= The problem =
Transcribe, exactly and in full, every record shown below, while omitting its images.

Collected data

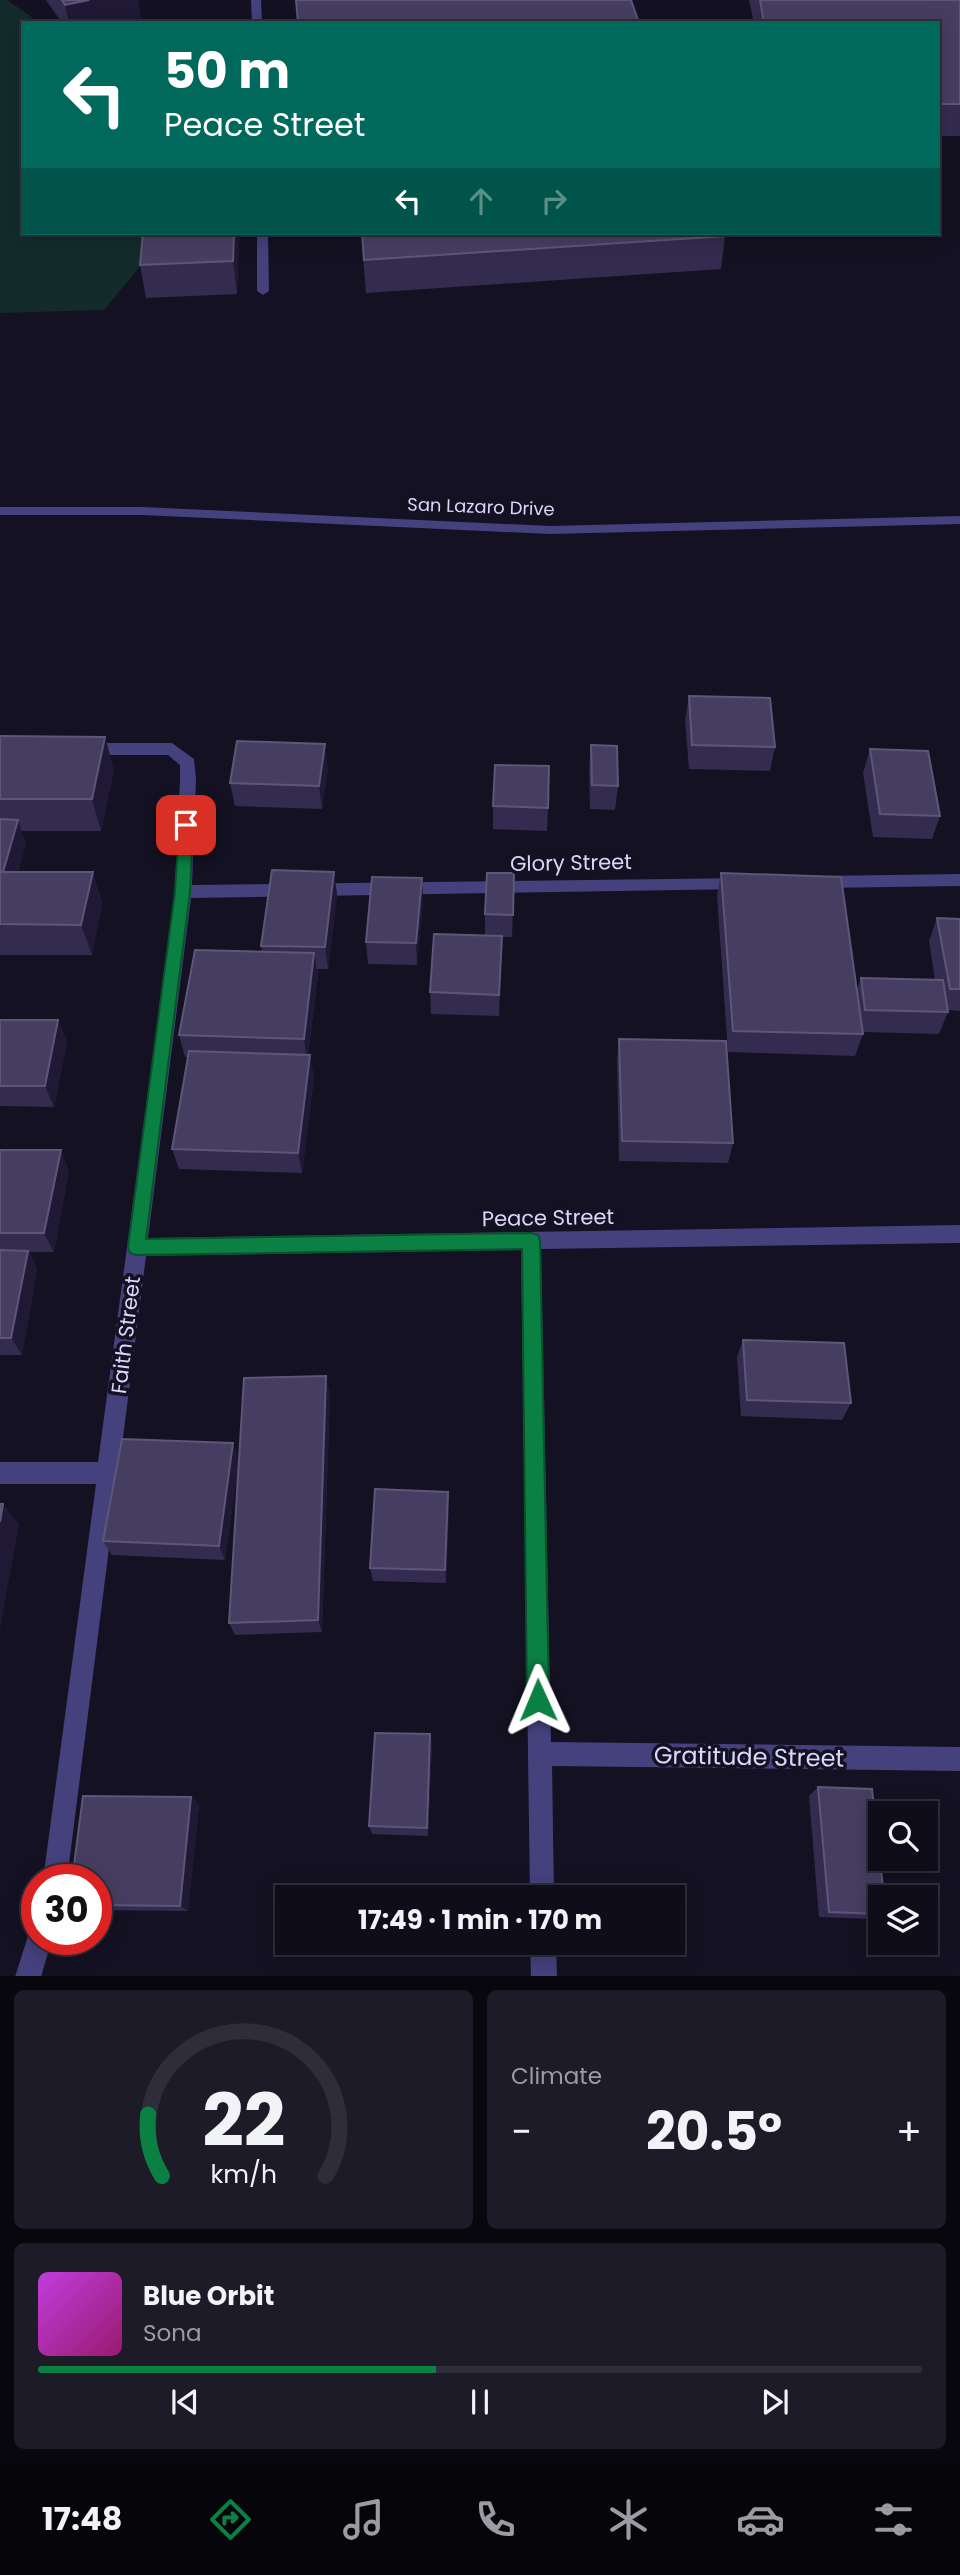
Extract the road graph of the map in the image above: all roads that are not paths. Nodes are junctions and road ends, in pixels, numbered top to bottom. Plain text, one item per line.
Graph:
1 (256, 0) edge
2 (257, 21) edge
3 (262, 235) edge
4 (263, 291) dead end
5 (0, 511) edge
6 (960, 520) edge
7 (66, 750) edge
8 (960, 880) edge
9 (809, 882) edge
10 (754, 883) edge
11 (183, 892) junction
12 (960, 1234) edge
13 (531, 1241) junction
14 (136, 1247) junction
15 (0, 1473) edge
16 (108, 1473) junction
17 (539, 1754) junction
18 (960, 1759) edge
19 (57, 1864) edge
20 (542, 1885) edge
21 (34, 1955) edge
22 (543, 1955) edge
23 (28, 1976) edge
24 (544, 1976) edge

1 - 2 street
3 - 4 street
5 - 6 street, San Lazaro Drive
7 - 11 street, Faith Street
8 - 9 street
10 - 11 street, Glory Street
11 - 14 street, Faith Street
12 - 13 street, Peace Street
13 - 14 street, Peace Street
13 - 17 street
14 - 16 street, Faith Street
15 - 16 street
16 - 19 street, Faith Street
17 - 18 street, Gratitude Street
17 - 20 street
21 - 23 street
22 - 24 street

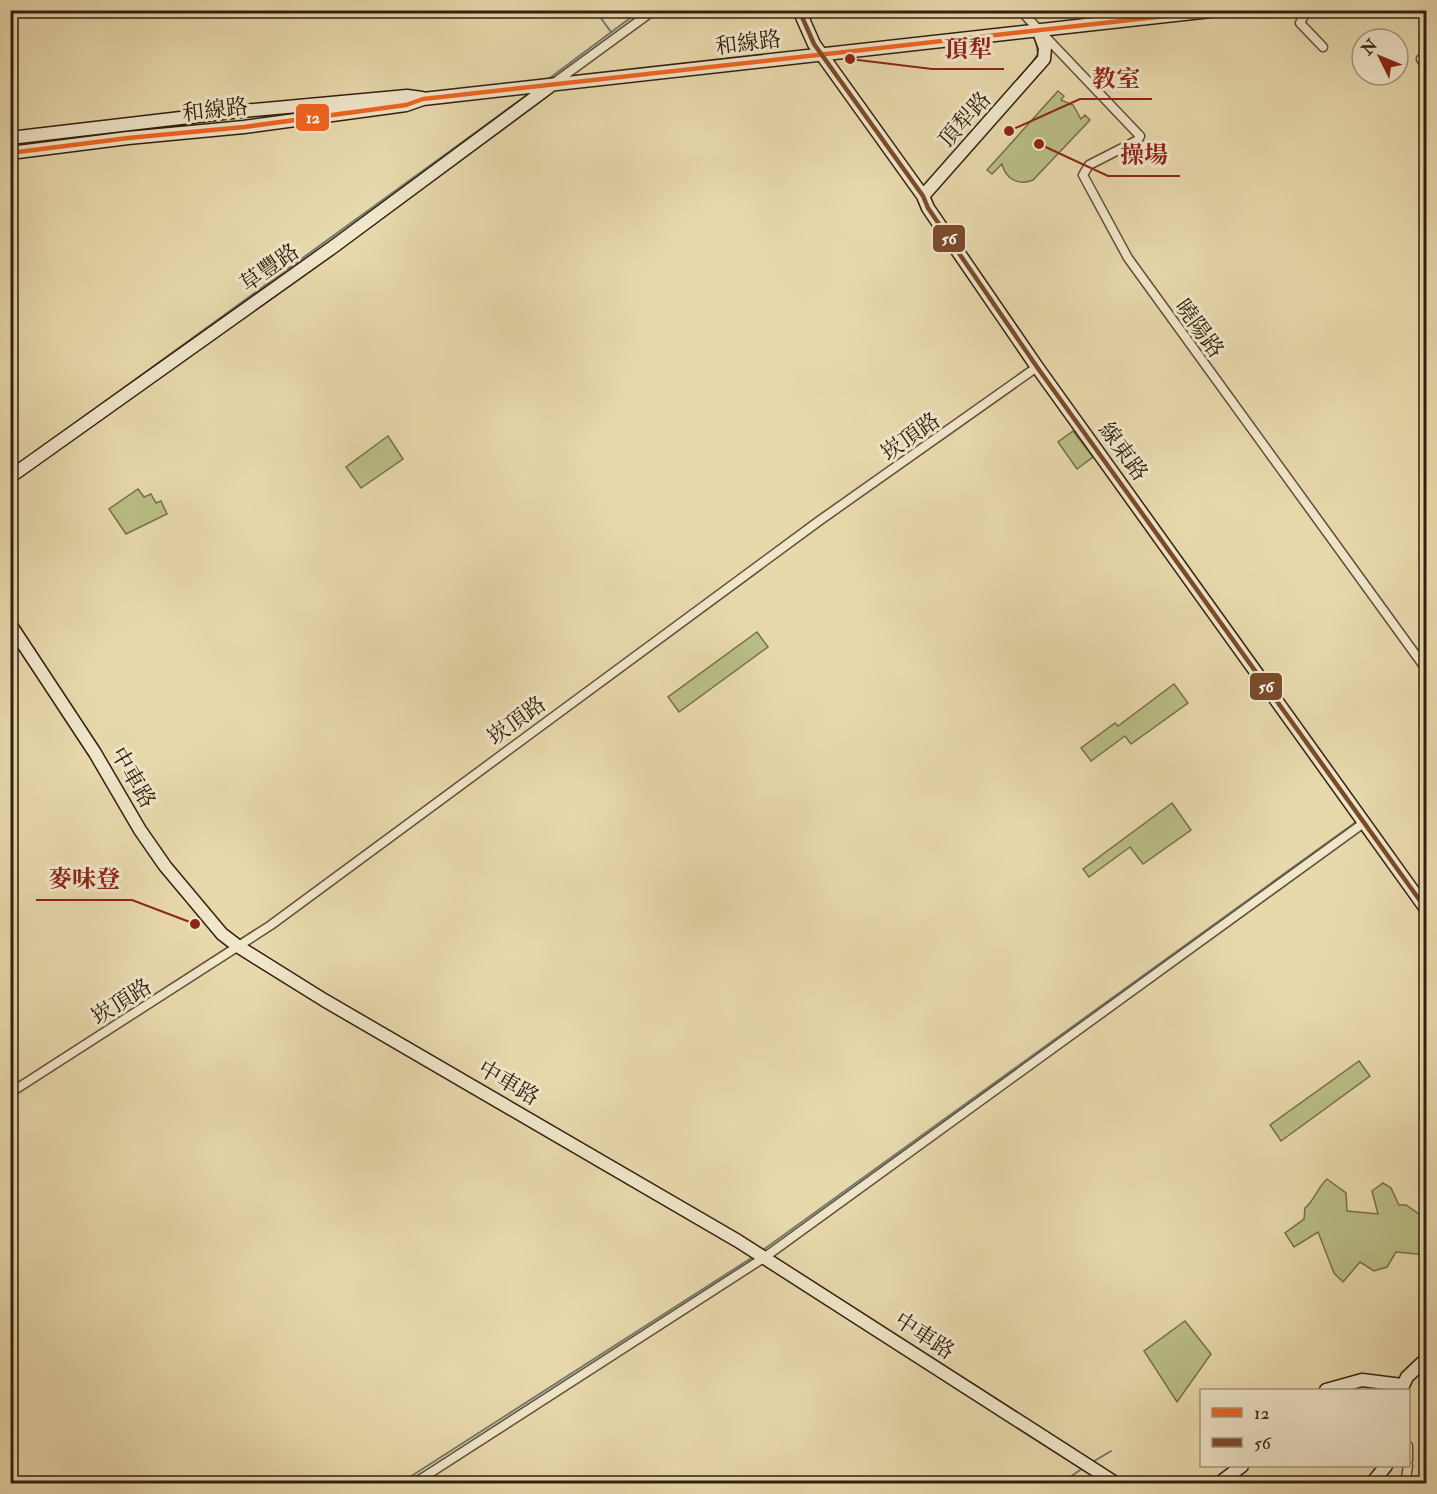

= Task answer =
Extract the road graph of the map in the image above: all roads that are not paths. Nodes are junctions and road ends, in pixels, numbered top to bottom. Plain text, one item per line.
Graph:
1 (256, 0) edge
2 (257, 21) edge
3 (262, 235) edge
4 (263, 291) dead end
5 (0, 511) edge
6 (960, 520) edge
7 (66, 750) edge
8 (960, 880) edge
9 (809, 882) edge
10 (754, 883) edge
11 (183, 892) junction
12 (960, 1234) edge
13 (531, 1241) junction
14 (136, 1247) junction
15 (0, 1473) edge
16 (108, 1473) junction
17 (539, 1754) junction
18 (960, 1759) edge
19 (57, 1864) edge
20 (542, 1885) edge
21 (34, 1955) edge
22 (543, 1955) edge
23 (28, 1976) edge
24 (544, 1976) edge

1 - 2 street
3 - 4 street
5 - 6 street, San Lazaro Drive
7 - 11 street, Faith Street
8 - 9 street
10 - 11 street, Glory Street
11 - 14 street, Faith Street
12 - 13 street, Peace Street
13 - 14 street, Peace Street
13 - 17 street
14 - 16 street, Faith Street
15 - 16 street
16 - 19 street, Faith Street
17 - 18 street, Gratitude Street
17 - 20 street
21 - 23 street
22 - 24 street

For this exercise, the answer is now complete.